(Task data)

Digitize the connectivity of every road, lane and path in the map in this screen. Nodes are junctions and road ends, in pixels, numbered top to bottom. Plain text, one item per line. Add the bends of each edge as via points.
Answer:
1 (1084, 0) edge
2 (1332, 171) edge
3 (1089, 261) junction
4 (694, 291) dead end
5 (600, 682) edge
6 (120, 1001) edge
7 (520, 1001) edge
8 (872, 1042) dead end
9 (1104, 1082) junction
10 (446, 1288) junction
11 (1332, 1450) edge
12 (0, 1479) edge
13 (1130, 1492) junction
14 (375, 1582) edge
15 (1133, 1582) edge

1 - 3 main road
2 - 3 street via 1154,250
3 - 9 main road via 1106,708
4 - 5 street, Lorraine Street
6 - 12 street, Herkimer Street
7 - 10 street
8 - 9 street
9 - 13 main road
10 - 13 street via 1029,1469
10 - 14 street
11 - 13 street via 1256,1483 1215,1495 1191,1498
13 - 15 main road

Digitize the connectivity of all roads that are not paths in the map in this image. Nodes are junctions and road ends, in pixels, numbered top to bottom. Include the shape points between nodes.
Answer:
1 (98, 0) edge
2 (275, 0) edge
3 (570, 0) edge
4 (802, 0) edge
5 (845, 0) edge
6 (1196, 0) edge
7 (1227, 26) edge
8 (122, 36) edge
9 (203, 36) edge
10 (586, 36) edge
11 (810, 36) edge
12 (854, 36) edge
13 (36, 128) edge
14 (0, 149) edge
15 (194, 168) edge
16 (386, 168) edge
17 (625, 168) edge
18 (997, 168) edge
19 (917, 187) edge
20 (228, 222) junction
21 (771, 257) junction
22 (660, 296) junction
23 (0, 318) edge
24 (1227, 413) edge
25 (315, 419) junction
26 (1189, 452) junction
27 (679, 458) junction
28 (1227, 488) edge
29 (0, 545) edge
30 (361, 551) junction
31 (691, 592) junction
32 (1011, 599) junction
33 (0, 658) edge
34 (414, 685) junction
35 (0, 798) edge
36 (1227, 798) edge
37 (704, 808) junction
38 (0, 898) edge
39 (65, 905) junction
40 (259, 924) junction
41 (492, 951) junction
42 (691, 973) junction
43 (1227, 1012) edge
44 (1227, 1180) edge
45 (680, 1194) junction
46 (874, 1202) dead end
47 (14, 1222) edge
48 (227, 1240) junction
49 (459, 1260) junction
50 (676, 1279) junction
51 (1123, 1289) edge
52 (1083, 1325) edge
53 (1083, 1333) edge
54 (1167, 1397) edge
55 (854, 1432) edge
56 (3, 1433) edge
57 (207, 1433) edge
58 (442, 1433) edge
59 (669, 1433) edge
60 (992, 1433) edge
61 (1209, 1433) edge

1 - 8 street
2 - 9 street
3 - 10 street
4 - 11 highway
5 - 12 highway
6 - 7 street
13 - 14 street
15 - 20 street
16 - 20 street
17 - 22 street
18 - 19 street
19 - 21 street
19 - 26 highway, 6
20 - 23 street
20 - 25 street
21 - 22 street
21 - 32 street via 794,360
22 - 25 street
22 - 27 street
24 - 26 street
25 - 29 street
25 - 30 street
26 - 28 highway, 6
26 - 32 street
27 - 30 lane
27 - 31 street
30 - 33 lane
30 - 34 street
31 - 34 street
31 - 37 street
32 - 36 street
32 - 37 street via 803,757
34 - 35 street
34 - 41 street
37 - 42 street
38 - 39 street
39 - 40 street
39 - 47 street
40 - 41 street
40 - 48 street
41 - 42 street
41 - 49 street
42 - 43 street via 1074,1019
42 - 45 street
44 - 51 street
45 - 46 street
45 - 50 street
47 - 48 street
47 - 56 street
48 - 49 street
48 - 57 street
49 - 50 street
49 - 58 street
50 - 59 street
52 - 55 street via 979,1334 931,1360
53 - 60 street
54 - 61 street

(End Task data)

:: About this exercise ::
Answer with one number, namely how many lines of the material hold the string "main".

:: Response ::
4